Your assignment: Locate each line with the string "Willow" in the listing below and copy it.
Provided data Start Marker
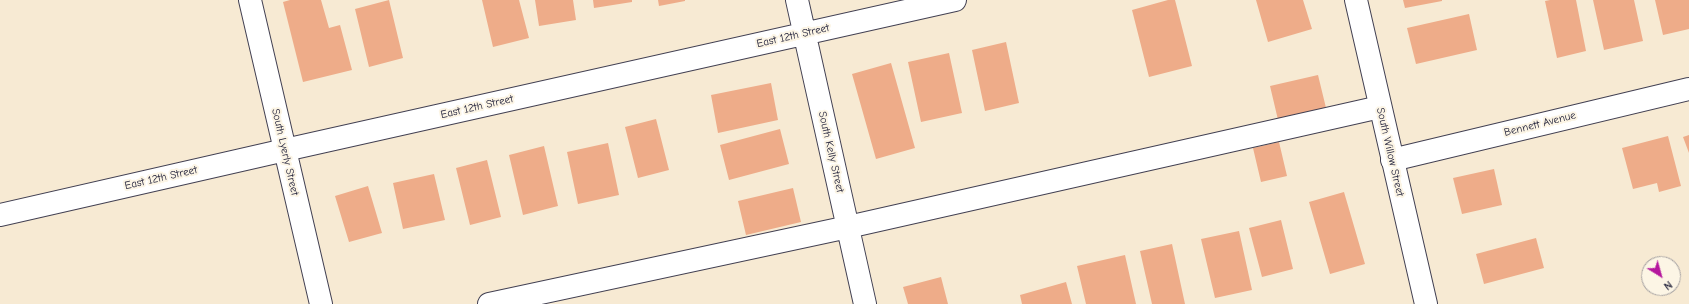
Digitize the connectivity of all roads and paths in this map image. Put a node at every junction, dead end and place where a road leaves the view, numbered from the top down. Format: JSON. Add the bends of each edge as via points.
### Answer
{"nodes":[{"id":1,"x":250,"y":0,"type":"edge"},
{"id":2,"x":797,"y":0,"type":"edge"},
{"id":3,"x":955,"y":0,"type":"edge"},
{"id":4,"x":1356,"y":0,"type":"edge"},
{"id":5,"x":805,"y":34,"type":"junction"},
{"id":6,"x":1689,"y":89,"type":"edge"},
{"id":7,"x":1380,"y":107,"type":"junction"},
{"id":8,"x":285,"y":150,"type":"junction"},
{"id":9,"x":1392,"y":160,"type":"junction"},
{"id":10,"x":0,"y":215,"type":"edge"},
{"id":11,"x":848,"y":226,"type":"junction"},
{"id":12,"x":321,"y":304,"type":"edge"},
{"id":13,"x":489,"y":304,"type":"edge"},
{"id":14,"x":865,"y":304,"type":"edge"},
{"id":15,"x":1424,"y":304,"type":"edge"}],
"edges":[{"from":1,"to":8,"type":"street","name":"South Lyerly Street"},
{"from":2,"to":5,"type":"street","name":"South Kelly Street"},
{"from":3,"to":5,"type":"street","name":"East 12th Street"},
{"from":4,"to":7,"type":"street","name":"South Willow Street"},
{"from":5,"to":8,"type":"street","name":"East 12th Street"},
{"from":5,"to":11,"type":"street","name":"South Kelly Street"},
{"from":6,"to":9,"type":"street","name":"Bennett Avenue"},
{"from":7,"to":9,"type":"street","name":"South Willow Street"},
{"from":7,"to":11,"type":"street"},
{"from":8,"to":10,"type":"street","name":"East 12th Street"},
{"from":8,"to":12,"type":"street","name":"South Lyerly Street"},
{"from":9,"to":15,"type":"street","name":"South Willow Street"},
{"from":11,"to":13,"type":"street"},
{"from":11,"to":14,"type":"street","name":"South Kelly Street"}]}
Provided data End Marker
Finished exercise:
{"from":4,"to":7,"type":"street","name":"South Willow Street"},
{"from":7,"to":9,"type":"street","name":"South Willow Street"},
{"from":9,"to":15,"type":"street","name":"South Willow Street"},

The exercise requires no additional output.